» TASK DETAILS
In the listing that follows, count the lines that include "position", and answer with the total alone.

» EXTRACTED MATERIAL
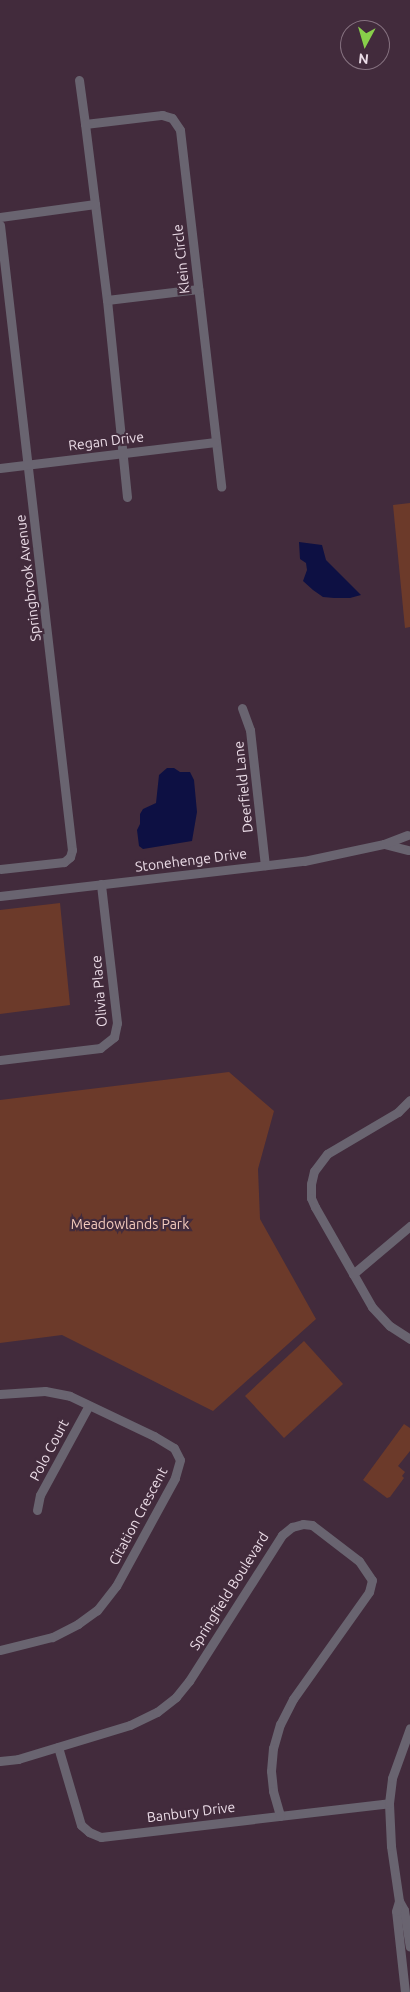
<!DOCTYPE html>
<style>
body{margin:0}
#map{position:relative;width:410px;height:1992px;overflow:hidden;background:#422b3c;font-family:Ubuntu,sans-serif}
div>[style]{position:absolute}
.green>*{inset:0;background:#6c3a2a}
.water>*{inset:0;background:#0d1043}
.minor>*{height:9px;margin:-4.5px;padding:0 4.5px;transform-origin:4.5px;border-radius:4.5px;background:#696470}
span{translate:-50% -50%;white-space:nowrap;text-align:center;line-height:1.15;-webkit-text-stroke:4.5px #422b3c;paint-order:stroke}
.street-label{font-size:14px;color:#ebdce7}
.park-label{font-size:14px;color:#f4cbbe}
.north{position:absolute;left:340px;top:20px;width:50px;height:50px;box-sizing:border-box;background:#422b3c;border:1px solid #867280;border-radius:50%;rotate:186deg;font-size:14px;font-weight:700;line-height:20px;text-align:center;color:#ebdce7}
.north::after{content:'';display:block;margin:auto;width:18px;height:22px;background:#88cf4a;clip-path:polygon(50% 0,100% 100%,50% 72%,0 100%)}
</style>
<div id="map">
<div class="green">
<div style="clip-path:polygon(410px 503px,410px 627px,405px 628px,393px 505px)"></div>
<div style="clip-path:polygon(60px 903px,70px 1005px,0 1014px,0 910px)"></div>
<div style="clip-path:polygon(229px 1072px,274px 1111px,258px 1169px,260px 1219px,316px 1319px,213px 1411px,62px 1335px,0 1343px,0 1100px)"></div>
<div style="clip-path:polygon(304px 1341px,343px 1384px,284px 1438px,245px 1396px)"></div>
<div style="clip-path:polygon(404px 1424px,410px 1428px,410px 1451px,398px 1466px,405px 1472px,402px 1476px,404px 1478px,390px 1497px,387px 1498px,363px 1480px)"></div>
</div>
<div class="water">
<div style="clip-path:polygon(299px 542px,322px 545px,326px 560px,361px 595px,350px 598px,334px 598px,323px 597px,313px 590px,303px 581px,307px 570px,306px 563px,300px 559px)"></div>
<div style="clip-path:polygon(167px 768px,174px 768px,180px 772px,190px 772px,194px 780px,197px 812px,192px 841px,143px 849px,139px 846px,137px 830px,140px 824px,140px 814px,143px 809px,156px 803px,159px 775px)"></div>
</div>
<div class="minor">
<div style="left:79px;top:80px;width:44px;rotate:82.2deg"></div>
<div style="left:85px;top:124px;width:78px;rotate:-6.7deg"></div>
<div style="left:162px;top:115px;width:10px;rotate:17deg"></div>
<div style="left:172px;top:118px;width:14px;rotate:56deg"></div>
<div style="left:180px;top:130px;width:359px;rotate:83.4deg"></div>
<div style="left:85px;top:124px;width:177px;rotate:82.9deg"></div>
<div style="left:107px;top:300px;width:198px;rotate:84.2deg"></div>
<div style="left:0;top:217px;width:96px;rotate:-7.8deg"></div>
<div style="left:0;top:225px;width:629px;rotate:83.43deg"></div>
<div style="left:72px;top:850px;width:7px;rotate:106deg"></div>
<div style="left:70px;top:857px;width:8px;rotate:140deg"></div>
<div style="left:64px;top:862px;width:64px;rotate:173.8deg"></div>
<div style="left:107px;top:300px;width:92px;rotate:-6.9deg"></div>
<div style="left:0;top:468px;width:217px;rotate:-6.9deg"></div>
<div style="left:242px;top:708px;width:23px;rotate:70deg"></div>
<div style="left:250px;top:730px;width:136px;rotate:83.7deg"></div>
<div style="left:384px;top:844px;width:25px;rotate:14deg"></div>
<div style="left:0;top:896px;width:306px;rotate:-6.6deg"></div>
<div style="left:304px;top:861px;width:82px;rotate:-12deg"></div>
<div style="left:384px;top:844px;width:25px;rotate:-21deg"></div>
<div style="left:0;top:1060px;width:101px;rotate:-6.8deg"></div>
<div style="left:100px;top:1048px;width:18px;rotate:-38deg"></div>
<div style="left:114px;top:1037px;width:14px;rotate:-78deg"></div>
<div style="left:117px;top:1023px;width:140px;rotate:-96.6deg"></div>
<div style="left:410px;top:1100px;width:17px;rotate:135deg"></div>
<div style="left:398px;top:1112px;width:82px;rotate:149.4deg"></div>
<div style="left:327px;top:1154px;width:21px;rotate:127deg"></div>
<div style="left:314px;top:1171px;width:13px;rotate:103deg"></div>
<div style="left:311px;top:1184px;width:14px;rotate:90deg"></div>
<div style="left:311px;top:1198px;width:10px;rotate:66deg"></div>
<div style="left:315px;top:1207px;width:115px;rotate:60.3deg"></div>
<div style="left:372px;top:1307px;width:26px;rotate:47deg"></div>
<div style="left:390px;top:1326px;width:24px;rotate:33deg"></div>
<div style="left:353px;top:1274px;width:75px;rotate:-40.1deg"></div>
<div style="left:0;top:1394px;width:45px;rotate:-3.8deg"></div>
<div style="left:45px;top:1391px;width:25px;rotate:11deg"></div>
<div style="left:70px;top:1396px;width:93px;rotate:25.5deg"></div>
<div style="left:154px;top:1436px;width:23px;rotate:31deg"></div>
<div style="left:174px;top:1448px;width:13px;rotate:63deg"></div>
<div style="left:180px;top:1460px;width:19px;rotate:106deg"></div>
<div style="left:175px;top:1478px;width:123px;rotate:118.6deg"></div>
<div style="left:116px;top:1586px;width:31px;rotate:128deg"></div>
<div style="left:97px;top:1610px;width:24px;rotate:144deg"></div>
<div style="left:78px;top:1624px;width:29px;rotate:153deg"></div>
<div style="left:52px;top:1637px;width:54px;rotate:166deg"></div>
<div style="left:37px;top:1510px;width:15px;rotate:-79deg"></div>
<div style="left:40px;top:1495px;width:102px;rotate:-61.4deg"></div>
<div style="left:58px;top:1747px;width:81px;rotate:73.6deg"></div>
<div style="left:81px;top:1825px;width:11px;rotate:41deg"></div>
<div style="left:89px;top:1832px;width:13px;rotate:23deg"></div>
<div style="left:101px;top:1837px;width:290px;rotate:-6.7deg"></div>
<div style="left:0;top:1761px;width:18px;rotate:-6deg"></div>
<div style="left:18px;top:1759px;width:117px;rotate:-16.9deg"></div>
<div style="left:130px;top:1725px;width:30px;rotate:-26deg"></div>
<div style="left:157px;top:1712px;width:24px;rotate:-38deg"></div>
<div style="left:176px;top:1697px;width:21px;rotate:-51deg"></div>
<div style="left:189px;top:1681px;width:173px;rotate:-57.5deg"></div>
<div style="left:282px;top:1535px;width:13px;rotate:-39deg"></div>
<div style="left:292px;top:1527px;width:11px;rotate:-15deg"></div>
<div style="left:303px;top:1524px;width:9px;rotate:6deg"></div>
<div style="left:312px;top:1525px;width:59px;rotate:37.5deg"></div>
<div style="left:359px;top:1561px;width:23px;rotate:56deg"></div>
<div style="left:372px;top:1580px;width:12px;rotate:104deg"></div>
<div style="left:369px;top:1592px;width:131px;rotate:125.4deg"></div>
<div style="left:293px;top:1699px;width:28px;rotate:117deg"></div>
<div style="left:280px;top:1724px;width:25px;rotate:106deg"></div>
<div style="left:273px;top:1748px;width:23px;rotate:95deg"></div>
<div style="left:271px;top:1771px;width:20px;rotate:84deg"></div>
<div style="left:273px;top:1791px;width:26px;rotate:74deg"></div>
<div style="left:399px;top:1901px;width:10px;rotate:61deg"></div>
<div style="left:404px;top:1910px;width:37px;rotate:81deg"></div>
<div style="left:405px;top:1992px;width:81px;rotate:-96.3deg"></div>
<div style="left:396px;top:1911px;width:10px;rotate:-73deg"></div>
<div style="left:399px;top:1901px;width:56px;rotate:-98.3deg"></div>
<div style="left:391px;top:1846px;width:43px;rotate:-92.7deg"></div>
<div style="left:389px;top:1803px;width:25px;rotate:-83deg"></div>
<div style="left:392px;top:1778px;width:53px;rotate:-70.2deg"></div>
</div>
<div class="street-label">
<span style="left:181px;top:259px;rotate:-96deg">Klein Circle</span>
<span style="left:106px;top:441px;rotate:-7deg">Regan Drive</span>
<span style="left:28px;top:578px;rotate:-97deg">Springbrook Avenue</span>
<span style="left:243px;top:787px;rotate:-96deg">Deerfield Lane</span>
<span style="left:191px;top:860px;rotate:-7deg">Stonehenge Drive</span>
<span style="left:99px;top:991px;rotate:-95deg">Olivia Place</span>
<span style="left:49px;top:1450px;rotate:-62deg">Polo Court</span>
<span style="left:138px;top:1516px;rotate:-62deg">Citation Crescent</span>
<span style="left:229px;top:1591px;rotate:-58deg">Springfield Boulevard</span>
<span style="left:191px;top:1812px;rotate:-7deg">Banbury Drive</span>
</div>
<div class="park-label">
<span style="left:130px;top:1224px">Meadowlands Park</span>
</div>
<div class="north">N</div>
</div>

» RESPONSE BELOW
3